Findings as to causes
Findings as to underlying factors
- A 15-passenger van carrying 17 workers veered onto the right shoulder of the highway. The driver tried to steer back into the lane but steered too far to the left and collided with another vehicle in the centre lane. This collision pushed the passenger van back towards the right lane. As the passenger van slowed down, it was hit from behind by a third vehicle. The impact caused the van to spin out of control, eventually rolling over and stopping upside down on the highway median.
- If proper seat belts had been provided and if the workers had worn them, the number of fatalities and the severity of the workers' injuries might have been reduced.
- The following factors likely contributed to the loss of vehicle control:
- Road conditions: Poor visibility and the wet road may have caused the driver of the passenger van to steer onto the shoulder of the highway.
- Poor tire maintenance: Improperly inflated tires, with poor tread on the front tires, may have permitted the passenger van to hydroplane on the wet road.
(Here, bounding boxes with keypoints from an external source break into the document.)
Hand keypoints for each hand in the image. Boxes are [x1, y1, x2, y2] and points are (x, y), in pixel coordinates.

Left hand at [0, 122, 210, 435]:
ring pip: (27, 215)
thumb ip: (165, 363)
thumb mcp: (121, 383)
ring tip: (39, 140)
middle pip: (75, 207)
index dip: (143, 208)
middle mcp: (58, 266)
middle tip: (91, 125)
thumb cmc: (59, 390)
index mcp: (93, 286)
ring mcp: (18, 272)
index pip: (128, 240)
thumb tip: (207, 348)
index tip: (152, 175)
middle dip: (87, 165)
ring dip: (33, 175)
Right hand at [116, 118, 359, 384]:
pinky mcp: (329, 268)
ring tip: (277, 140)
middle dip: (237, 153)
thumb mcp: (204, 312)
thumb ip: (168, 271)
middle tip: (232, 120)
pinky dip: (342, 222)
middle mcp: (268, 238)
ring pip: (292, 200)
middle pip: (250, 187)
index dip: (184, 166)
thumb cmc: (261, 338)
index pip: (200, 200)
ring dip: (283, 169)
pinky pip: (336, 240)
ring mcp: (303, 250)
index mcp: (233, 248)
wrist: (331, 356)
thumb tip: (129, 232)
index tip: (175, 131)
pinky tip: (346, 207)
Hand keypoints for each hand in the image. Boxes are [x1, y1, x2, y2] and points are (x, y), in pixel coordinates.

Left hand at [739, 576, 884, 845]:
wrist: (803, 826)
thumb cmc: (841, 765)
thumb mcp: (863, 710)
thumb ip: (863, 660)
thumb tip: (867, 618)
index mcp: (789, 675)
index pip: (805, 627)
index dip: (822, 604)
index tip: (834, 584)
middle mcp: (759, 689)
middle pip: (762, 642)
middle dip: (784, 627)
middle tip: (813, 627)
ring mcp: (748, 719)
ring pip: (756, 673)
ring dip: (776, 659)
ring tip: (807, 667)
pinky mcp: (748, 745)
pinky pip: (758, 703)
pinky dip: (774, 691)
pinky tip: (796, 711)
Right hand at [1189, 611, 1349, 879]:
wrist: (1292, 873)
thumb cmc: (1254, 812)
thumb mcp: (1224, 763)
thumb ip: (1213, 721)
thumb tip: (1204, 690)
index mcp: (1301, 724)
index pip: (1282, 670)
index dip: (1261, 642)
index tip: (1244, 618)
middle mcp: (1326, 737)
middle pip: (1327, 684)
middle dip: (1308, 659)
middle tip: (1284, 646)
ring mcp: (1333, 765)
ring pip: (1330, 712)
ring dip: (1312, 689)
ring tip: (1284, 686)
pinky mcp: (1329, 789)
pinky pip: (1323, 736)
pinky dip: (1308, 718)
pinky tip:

It is possible that hydroplaning contributed to loss of vehicle control.
- Lack of driver training and knowledge: The driver of the passenger van lacked adequate knowledge and training to safely operate a 15-passenger commercial vehicle in adverse conditions.
- Vehicle stability issues: The risk of rollover for a 15-passenger van increases when there are more than 10 occupants because the centre of gravity shifts towards the rear of the van.